Witness Kresovic, who in the war-time Vukovar was "commander of the Negoslavci Bridgade of the Yugoslav People's Army (JNA) Mitrovica Battalion", said he was at Ovcara "on the day of liberation of Vukovar on November 18, or the day after" to look for his mother who had been hiding in a basement during the fighting. He also saw white buses in front of the hangar at Ovcara, with people getting out of a bus that was last in a line of buses.

"They ran the gauntlet, with a dozen men lined up on each side, there were many military and civilian vehicles there, a hundred people in different uniforms in front of the hangar, and soldiers at the entrance to the hangar. The soldiers would not let us into the hangar, but I took a look inside and saw some people standing with their backs to the wall, and a table that prisoners were approaching to identify themselves to the soldiers," the witness said, adding that he saw "(Croatian reporter) Sinisa Glavasevic, whom I had met at a youth work drive, at the moment he was standing at the registrar's desk".

After a while, not having found his mother, the witness left Ovcara, but he returned there in May the following year, when the location was under the control of a Russian UNPROFOR battalion, when he learned that the Russian soldiers had discovered three bodies at Ovcara.
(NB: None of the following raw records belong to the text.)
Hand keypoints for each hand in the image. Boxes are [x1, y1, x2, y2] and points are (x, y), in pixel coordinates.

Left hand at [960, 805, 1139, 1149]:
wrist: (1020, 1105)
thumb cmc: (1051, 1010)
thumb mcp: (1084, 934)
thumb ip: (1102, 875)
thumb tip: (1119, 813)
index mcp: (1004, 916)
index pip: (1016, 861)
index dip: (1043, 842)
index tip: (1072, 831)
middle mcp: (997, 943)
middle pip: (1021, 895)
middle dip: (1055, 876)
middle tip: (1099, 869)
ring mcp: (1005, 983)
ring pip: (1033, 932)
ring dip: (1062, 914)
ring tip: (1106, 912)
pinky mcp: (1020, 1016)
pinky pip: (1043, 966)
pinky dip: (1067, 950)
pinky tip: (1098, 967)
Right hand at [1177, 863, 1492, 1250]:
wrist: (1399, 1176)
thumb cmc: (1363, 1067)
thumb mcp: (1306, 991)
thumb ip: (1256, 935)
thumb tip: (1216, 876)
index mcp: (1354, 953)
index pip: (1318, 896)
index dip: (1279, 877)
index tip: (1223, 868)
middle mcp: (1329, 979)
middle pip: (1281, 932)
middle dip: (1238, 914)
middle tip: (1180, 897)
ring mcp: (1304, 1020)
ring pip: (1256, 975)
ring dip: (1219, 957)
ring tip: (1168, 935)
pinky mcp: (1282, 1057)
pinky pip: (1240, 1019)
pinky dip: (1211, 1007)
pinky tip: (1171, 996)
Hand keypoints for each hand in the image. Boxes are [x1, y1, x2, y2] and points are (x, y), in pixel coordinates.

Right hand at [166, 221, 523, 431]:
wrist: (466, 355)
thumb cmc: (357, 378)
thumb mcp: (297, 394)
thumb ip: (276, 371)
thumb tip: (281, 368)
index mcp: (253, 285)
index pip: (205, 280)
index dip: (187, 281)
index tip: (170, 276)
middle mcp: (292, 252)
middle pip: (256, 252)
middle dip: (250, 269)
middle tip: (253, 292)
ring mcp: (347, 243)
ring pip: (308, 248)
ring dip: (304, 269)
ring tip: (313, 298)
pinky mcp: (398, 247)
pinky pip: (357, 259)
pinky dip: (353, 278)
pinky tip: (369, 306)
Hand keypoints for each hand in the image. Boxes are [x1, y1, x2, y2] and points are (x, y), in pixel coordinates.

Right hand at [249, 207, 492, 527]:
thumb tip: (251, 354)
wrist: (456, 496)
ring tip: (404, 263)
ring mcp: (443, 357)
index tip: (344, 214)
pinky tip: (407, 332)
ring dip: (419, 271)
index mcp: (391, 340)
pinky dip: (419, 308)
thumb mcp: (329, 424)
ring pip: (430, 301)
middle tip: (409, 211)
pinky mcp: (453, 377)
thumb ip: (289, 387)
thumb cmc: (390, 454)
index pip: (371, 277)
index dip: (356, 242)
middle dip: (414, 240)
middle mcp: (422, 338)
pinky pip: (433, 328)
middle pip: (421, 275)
He heard about the crime "a month, two or three months later, because the town was plagued by other problems", the witness said, although during the investigation he said that he had heard about the massacre "the next day, but could not believe it happened".

Predrag Sapic in 1991 was a 21-year-old member of a military police unit of the JNA 80th motorised brigade and guarded the entrance to the hangar at Ovcara with his colleague Novica Trifunovic, after the prisoners were brought there. He, too, could not remember any of his statements made previously, but he dismissed the possibility of having received threats before coming to Belgrade to testify. Nevertheless, he confirmed his initial statement which the president of the trial chamber, Judge Vesko Krstajic, showed him.
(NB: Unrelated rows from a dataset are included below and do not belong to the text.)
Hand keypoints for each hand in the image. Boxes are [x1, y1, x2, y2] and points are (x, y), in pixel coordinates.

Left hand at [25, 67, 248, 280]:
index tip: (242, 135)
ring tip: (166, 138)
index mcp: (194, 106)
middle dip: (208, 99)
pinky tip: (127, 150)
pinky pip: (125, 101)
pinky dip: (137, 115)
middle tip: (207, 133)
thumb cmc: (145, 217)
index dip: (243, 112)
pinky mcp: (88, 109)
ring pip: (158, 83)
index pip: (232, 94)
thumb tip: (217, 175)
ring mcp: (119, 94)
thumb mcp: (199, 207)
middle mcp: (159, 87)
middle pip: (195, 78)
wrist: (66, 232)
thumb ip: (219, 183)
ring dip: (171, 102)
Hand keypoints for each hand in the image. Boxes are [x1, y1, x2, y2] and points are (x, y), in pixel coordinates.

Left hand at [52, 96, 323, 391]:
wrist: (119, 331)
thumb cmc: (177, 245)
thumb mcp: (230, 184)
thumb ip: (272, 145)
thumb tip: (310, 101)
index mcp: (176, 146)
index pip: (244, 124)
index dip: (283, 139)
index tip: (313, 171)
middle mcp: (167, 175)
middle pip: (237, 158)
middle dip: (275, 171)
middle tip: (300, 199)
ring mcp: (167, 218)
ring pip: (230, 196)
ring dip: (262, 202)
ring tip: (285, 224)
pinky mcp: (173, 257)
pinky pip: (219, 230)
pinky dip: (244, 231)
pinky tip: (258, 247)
Sapic said that he and Trifunovic had received the order to go from Negoslavci to Ovcara from his commander, Captain Dragan Vezmarevic, "because something was going on there". During the investigation, he gave a more detailed statement saying that they had been told "that there were prisoners there and that members of the Territorial Defence were abusing them".
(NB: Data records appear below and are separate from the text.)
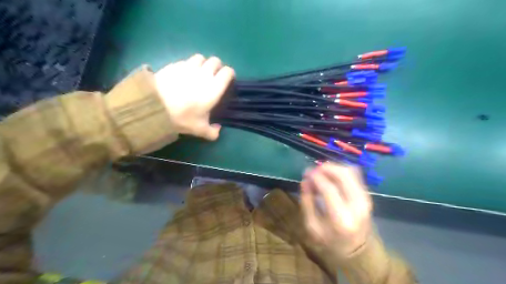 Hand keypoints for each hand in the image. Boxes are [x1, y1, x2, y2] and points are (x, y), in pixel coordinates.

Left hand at [154, 53, 234, 140]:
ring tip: (198, 73)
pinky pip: (185, 61)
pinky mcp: (174, 65)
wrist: (154, 106)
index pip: (228, 72)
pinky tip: (182, 75)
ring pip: (200, 58)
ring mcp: (188, 67)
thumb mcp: (199, 129)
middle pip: (215, 61)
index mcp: (214, 88)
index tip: (228, 80)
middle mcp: (204, 74)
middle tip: (213, 76)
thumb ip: (212, 132)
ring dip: (202, 64)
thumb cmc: (182, 117)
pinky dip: (187, 66)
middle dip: (217, 67)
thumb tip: (218, 130)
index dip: (229, 74)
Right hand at [299, 161, 370, 257]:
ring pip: (351, 172)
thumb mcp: (312, 226)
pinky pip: (355, 175)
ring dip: (334, 168)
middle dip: (327, 167)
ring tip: (322, 171)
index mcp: (341, 218)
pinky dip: (342, 171)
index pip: (329, 188)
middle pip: (344, 175)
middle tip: (315, 168)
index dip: (316, 177)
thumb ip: (307, 202)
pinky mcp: (367, 195)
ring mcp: (365, 199)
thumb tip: (305, 180)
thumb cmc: (330, 240)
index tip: (306, 172)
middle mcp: (357, 206)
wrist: (357, 250)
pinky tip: (332, 175) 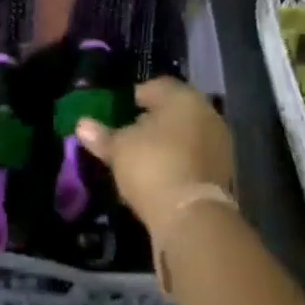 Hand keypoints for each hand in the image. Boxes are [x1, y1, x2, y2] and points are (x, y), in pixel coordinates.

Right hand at [74, 77, 233, 234]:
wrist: (193, 217)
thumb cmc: (153, 166)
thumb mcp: (119, 148)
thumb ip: (102, 135)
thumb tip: (82, 124)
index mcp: (183, 97)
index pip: (156, 86)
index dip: (135, 96)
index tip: (118, 111)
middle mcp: (206, 113)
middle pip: (174, 110)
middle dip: (152, 120)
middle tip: (128, 133)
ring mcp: (219, 143)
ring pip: (186, 134)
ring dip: (167, 142)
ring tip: (141, 157)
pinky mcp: (223, 172)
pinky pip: (194, 157)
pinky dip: (179, 161)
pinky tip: (160, 175) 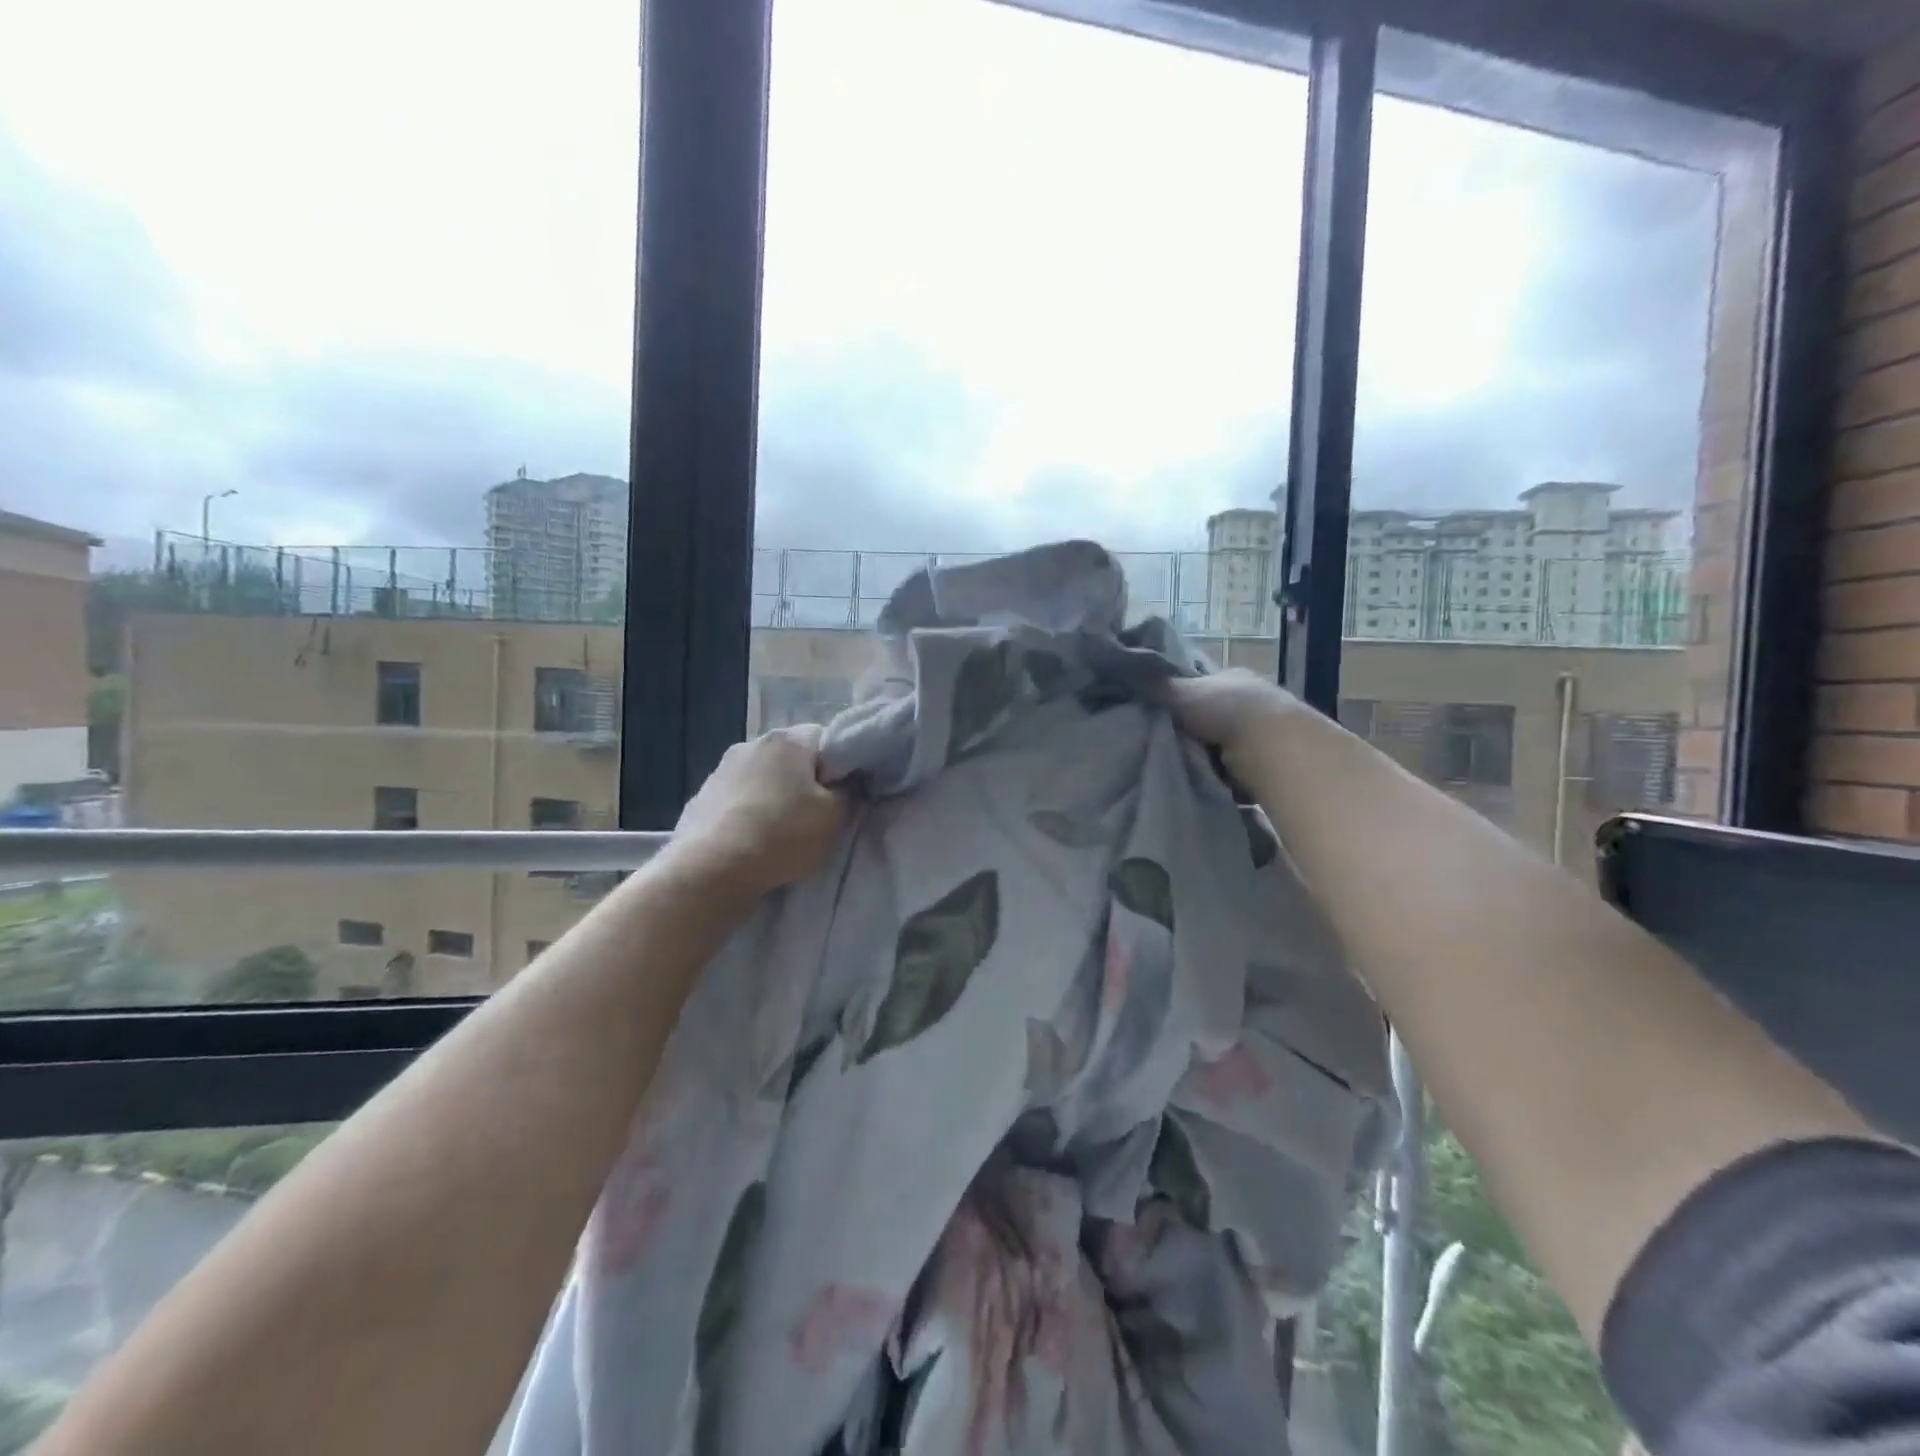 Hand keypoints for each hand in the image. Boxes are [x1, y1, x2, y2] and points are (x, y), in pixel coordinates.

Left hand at [670, 726, 849, 899]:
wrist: (710, 869)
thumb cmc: (783, 835)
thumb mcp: (835, 817)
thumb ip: (849, 792)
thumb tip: (847, 782)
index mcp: (788, 740)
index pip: (826, 739)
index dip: (839, 766)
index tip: (841, 796)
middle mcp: (752, 743)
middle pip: (791, 759)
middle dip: (804, 782)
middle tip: (815, 817)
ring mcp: (721, 769)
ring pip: (762, 779)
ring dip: (773, 798)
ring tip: (780, 834)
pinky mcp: (701, 797)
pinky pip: (737, 800)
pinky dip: (748, 814)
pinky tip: (751, 842)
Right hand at [1162, 669, 1305, 782]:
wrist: (1273, 747)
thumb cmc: (1225, 710)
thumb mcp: (1181, 691)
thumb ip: (1154, 685)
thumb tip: (1122, 668)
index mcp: (1232, 676)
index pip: (1199, 683)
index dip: (1177, 696)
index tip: (1154, 713)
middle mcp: (1251, 699)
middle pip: (1209, 714)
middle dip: (1189, 728)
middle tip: (1159, 742)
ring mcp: (1263, 731)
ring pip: (1220, 743)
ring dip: (1205, 754)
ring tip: (1178, 766)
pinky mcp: (1269, 761)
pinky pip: (1233, 768)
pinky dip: (1221, 776)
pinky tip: (1204, 782)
"I was frightened by the way the people in front of the hangar looked. I saw some senior JNA officers and military police officers and people in uniforms. One member of the Territorial Defence with a leather hat approached my captain, Drago Vukosavljevic, or Lieutenant Colonel Vojnovic, pushed him away and said: "Old man, don't tell me you captured them?", the witness said. He and Trifunovic were then told to stand guard at the entrance to the hangar, but soon an order came for all members of the army and the Territorial Defence to leave the hangar, and they were withdrawn as well and transferred to a nearby house, from where they heard and saw a trailer tractor and prisoners being ordered onto the trailer; the tractor left and returned several times during the night.

"Every time the tractor left, several minutes later we heard shooting and this went on for the next two to three hours that night. In the morning, when we came to the hangar, there was nobody there, but in a trench near the hangar I saw a leg in a yellow boot sticking out of a freshly dug mound," the witness said during the investigation, which he confirmed today.

The trial continues tomorrow with new witness testimonies.